**WORK REQUIRED:**
Whenever "Chocolate" occurs in a line of the material, list that line.

**DATA UNDER STUDY:**
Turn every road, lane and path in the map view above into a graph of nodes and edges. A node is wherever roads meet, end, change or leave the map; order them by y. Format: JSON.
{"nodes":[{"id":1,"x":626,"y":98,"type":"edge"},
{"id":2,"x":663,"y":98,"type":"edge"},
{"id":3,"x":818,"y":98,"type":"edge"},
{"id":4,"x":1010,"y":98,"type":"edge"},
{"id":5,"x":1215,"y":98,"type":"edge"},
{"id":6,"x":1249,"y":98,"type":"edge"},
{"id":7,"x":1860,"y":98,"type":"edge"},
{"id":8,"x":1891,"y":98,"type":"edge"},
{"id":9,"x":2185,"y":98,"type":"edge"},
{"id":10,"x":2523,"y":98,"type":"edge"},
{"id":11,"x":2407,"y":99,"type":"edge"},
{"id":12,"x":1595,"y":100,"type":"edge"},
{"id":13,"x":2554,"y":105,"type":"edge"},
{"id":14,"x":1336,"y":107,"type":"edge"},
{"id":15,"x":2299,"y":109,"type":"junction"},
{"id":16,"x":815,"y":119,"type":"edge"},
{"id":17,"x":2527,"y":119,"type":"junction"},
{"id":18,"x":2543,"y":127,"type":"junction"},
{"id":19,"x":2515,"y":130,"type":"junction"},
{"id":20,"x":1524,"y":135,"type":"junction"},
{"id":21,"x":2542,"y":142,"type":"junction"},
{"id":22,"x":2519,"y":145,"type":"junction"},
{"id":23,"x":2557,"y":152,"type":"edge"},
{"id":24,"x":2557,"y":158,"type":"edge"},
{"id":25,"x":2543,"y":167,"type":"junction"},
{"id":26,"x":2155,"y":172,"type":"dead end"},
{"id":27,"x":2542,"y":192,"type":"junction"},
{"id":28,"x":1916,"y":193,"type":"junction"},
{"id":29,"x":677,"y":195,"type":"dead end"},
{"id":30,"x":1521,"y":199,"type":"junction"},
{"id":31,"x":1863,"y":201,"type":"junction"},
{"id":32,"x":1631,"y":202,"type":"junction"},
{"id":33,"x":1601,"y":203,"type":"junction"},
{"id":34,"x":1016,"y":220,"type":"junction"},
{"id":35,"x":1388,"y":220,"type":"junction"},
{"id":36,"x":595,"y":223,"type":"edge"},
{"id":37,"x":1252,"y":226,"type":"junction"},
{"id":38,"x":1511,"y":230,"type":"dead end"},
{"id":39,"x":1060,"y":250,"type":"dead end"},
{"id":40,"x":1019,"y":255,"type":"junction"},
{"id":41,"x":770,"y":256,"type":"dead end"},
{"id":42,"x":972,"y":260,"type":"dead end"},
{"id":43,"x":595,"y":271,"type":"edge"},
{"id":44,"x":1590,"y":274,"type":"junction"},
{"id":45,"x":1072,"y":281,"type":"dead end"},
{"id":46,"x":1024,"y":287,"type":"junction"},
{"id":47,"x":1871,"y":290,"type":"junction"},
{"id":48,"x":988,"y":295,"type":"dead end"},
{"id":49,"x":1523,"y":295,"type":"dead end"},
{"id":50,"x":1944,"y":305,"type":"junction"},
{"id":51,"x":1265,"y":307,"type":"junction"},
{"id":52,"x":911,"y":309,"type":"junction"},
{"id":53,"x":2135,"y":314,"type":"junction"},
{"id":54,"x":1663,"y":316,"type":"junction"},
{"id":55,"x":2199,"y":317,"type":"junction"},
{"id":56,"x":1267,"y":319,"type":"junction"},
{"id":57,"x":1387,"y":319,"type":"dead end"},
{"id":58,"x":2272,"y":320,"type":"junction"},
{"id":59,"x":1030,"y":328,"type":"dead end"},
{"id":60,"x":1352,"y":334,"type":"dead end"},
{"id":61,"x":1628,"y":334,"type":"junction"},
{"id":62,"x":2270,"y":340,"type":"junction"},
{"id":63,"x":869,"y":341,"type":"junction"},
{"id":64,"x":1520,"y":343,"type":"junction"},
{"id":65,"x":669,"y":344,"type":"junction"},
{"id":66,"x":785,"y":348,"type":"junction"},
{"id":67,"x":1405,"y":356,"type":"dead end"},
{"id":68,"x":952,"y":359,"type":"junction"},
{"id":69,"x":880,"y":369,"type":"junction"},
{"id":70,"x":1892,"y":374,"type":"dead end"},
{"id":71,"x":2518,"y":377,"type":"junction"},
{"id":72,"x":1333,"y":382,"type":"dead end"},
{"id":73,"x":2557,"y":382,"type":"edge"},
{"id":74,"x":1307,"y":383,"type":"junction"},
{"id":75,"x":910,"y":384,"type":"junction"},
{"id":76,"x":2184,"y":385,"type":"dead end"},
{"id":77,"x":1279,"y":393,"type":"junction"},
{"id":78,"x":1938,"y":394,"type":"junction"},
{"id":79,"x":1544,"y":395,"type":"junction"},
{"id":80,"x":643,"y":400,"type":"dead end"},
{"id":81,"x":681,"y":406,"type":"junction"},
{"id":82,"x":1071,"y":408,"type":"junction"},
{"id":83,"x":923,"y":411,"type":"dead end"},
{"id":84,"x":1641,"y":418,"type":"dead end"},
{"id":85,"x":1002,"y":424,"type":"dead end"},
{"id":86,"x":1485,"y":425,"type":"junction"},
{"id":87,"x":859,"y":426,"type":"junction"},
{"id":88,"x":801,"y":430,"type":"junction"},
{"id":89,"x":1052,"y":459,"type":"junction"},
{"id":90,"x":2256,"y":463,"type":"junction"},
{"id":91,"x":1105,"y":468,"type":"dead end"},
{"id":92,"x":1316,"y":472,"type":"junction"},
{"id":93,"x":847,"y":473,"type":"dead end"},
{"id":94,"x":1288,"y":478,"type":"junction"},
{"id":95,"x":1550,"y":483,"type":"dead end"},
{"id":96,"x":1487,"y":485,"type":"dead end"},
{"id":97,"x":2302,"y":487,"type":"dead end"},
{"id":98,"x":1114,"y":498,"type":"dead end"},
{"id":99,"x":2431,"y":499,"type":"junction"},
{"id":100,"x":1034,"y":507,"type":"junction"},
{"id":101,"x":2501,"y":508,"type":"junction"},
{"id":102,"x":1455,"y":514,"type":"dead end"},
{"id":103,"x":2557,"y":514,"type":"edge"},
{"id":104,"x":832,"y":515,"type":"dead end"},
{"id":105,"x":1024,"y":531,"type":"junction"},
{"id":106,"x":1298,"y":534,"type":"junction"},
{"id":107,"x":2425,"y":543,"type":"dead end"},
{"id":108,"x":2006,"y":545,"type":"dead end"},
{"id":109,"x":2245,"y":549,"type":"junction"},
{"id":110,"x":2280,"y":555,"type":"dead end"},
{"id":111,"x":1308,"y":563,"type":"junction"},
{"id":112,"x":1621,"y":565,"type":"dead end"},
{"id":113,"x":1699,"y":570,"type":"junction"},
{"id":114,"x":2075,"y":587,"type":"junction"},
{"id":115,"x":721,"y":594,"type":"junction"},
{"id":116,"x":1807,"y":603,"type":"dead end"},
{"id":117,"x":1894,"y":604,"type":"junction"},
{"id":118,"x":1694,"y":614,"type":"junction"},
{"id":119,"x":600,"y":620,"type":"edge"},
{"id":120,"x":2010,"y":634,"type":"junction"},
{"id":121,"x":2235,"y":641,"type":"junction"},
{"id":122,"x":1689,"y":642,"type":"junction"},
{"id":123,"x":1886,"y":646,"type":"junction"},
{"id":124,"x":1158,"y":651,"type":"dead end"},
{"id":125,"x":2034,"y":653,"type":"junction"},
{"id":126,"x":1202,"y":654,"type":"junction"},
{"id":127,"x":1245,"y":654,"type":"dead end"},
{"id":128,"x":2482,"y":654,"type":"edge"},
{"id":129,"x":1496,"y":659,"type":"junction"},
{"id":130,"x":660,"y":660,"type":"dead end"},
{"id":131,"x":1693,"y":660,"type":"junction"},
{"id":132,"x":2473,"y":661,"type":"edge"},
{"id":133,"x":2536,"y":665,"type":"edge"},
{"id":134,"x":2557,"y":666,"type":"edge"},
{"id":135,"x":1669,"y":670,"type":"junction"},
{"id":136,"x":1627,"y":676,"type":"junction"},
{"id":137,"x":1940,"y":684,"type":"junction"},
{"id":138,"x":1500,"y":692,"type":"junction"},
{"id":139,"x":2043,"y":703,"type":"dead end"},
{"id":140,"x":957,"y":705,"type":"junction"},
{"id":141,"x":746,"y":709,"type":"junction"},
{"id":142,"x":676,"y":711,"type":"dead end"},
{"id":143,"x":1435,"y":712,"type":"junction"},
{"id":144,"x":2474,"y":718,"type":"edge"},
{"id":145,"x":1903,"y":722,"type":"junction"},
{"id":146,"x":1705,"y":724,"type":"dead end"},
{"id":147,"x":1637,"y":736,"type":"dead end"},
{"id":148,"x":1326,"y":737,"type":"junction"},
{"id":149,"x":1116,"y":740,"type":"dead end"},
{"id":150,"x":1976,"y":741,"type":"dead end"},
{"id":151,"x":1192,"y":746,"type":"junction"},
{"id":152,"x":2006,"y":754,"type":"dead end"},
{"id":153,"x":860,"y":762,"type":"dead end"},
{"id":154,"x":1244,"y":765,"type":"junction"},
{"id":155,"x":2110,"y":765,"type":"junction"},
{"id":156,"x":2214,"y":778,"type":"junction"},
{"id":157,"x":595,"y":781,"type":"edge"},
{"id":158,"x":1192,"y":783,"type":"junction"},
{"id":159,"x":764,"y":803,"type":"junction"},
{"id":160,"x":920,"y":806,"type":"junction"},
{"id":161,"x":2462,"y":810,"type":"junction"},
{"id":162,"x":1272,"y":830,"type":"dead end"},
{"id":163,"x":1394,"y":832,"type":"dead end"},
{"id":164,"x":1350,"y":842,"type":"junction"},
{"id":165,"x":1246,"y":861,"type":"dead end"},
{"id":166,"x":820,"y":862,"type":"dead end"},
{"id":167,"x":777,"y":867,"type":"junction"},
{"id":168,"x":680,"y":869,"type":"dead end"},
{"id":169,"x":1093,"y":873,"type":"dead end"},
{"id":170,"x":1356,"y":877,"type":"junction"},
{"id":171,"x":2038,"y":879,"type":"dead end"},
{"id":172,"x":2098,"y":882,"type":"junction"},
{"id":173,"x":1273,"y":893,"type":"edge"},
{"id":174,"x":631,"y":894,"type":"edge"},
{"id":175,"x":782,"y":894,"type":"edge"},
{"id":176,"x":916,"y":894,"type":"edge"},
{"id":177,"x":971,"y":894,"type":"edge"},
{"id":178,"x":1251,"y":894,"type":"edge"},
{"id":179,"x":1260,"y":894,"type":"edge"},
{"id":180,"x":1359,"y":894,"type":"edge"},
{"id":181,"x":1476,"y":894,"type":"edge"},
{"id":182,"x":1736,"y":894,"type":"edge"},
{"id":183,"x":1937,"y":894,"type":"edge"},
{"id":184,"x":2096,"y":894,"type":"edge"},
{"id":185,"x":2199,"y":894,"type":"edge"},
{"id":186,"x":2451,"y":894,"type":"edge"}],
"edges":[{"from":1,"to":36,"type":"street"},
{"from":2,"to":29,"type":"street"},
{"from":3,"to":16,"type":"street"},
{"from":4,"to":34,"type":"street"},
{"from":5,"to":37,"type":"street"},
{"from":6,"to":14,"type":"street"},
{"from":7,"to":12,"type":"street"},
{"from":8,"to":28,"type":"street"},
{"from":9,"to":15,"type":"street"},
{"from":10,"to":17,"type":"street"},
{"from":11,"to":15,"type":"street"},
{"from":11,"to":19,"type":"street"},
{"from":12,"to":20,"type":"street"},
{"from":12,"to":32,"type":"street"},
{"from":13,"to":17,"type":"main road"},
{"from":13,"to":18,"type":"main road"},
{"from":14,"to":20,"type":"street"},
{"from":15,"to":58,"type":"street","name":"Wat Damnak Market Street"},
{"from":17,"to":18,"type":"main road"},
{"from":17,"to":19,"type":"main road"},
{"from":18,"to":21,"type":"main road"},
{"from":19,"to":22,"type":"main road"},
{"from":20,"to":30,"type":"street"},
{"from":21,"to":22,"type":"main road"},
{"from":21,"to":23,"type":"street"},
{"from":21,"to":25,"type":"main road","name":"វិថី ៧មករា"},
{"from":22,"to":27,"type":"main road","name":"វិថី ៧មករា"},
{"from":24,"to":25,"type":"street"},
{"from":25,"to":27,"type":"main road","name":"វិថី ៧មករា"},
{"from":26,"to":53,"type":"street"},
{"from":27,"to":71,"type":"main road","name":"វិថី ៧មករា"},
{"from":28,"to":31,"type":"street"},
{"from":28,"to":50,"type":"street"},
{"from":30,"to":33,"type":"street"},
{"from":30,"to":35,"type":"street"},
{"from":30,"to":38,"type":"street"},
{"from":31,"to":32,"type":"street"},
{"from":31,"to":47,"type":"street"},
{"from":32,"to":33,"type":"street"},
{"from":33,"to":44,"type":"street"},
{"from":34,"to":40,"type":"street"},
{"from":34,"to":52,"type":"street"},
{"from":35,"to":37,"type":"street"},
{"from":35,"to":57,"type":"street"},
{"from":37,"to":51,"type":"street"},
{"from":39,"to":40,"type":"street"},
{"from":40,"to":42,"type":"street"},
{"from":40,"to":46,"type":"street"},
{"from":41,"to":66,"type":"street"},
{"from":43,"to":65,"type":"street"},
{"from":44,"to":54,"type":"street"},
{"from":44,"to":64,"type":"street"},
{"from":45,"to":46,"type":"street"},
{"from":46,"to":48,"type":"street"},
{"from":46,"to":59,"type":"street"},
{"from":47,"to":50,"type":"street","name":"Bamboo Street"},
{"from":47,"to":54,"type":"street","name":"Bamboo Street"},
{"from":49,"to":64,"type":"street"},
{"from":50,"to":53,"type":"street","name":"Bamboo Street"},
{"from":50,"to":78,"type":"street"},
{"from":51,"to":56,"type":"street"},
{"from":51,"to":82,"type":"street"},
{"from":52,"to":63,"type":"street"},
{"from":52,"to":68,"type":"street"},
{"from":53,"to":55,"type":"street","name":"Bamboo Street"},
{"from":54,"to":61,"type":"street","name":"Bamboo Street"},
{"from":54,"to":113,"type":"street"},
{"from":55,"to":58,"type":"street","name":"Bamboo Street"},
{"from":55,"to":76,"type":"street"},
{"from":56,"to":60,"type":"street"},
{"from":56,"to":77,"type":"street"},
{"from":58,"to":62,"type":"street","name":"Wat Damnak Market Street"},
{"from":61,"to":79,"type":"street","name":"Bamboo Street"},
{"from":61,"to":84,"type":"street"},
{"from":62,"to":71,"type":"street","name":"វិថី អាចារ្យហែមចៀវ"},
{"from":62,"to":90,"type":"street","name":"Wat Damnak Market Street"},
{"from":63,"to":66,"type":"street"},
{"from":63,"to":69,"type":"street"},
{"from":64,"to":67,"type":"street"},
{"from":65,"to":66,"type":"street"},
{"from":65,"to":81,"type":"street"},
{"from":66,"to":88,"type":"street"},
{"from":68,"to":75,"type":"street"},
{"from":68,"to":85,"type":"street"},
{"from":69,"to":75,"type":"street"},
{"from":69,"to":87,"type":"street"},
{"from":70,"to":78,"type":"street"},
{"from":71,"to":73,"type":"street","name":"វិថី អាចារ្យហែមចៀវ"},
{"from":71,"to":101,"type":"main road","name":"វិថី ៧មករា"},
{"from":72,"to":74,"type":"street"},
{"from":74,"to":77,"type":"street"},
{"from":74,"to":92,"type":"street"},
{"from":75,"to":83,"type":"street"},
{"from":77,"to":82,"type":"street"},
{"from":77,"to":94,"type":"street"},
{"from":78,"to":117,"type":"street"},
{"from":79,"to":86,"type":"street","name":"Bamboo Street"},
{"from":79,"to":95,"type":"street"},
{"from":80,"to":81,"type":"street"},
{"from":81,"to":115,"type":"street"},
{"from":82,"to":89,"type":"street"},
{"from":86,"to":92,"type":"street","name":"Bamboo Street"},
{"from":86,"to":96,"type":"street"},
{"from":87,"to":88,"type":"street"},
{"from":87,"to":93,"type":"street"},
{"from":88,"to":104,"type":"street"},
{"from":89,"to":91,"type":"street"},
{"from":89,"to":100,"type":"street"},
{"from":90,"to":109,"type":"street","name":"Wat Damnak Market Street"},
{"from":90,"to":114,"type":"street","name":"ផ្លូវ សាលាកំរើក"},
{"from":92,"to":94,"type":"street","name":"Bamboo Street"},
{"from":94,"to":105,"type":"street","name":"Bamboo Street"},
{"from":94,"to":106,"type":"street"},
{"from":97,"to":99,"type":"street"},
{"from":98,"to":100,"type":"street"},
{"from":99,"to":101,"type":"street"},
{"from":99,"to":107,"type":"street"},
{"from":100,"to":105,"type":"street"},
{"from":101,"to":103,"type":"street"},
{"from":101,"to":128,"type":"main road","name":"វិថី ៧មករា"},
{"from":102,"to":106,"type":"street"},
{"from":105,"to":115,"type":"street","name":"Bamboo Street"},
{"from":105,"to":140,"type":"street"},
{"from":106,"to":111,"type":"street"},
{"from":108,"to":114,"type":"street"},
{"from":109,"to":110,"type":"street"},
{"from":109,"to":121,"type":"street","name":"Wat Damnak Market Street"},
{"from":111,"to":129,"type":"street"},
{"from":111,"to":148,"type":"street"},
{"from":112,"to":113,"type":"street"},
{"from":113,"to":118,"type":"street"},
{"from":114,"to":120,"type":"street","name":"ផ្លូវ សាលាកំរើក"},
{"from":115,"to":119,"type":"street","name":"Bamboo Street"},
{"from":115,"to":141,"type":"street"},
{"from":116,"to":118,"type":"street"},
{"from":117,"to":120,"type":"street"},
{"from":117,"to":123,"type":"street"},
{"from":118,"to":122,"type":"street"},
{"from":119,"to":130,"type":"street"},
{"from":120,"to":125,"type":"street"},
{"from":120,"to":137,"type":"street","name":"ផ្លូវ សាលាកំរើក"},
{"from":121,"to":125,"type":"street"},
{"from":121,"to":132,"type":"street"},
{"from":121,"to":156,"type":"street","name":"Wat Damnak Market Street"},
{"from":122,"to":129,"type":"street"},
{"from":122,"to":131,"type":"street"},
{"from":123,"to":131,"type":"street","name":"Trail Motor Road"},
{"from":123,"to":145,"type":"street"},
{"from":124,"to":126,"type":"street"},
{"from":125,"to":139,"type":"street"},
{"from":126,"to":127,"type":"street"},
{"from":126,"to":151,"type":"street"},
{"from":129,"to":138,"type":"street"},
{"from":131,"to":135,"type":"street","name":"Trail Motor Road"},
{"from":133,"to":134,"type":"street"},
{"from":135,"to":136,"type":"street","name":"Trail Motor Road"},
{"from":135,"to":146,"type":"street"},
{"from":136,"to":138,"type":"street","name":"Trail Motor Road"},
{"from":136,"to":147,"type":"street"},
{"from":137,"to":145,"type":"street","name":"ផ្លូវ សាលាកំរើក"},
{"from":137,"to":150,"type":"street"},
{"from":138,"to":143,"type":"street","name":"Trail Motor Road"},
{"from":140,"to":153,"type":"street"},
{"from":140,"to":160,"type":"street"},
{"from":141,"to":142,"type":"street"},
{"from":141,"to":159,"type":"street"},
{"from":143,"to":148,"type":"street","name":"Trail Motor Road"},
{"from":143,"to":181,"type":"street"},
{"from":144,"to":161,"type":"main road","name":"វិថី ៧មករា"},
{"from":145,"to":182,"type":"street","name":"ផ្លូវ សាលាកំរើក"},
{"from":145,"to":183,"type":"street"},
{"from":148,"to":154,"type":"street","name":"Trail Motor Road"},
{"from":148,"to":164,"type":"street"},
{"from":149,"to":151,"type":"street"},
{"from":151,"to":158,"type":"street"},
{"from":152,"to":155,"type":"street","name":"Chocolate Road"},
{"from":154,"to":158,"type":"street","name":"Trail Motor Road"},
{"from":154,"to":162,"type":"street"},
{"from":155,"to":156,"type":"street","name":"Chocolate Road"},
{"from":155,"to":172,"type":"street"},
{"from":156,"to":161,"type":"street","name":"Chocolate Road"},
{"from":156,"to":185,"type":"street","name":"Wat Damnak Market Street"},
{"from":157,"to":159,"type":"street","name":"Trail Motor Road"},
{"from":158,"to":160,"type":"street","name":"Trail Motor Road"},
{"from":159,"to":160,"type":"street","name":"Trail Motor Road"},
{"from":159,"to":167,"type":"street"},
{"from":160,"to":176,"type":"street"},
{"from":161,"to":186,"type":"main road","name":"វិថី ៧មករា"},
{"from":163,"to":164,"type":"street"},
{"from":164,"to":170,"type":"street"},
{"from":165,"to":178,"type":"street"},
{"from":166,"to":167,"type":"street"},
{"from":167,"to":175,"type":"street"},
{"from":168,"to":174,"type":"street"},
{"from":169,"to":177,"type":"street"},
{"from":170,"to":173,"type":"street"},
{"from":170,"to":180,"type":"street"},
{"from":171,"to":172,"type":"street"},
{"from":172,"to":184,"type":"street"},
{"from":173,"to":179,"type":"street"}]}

**ANSWER BOX:**
{"from":152,"to":155,"type":"street","name":"Chocolate Road"},
{"from":155,"to":156,"type":"street","name":"Chocolate Road"},
{"from":156,"to":161,"type":"street","name":"Chocolate Road"},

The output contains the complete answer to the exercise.